Quantifying the Heat Shock Response.

The transcript levels of mopA, dnaK, and gapA were measured using primers and methods described in ref. 50. The strains (KY2350 or MG1655 alone or containing the aspS2 plasmid) were grown for 1 h at 37 °C. Then, aspS2 expression was induced with 1 mM IPTG, whereas cultures of the strains lacking the aspS2 plasmid were left uninduced. Cells were harvested at A₆₀₀ = 0.4–0.7. Total RNA was extracted, reverse transcribed, and quantified by RT-PCR. Expression ratios were generated by the 2^−ΔΔCt method (51). The relative abundance of each message in a sample was normalized to gapA transcript levels because gapA remains constant for strains growing in medium containing glucose.

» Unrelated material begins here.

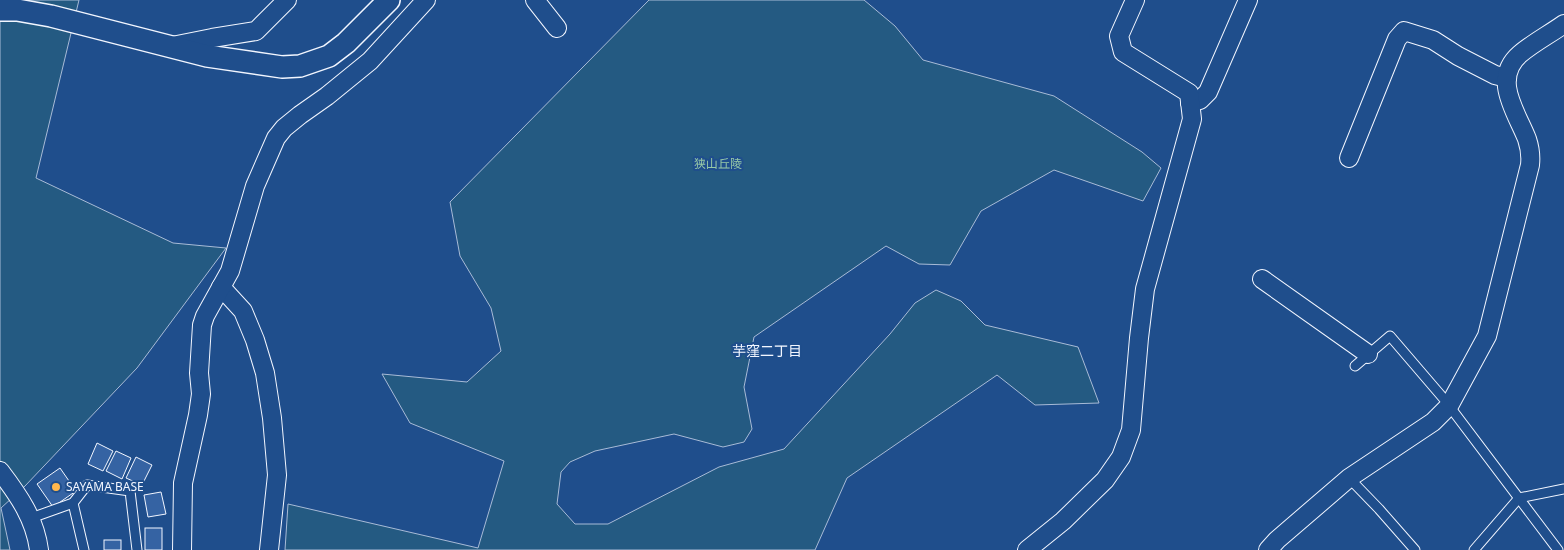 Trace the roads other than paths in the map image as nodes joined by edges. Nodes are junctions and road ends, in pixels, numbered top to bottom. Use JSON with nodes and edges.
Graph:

Growth of Cells Containing Misacylated aa-tRNA.

The E. coli strain MG1655 and its protease-deficient derivative KY2350 were transformed with pCYB-GLproS, pCYB-DRaspS2, or pCYB-HPgluS2. Overnight cultures of the transformants were used to inoculate medium D. After growth for 1 h at 37 °C, 1 mM IPTG was added to induce expression of the nondiscriminating aaRS genes. Cell growth was monitored (A₆₀₀) as a function of time.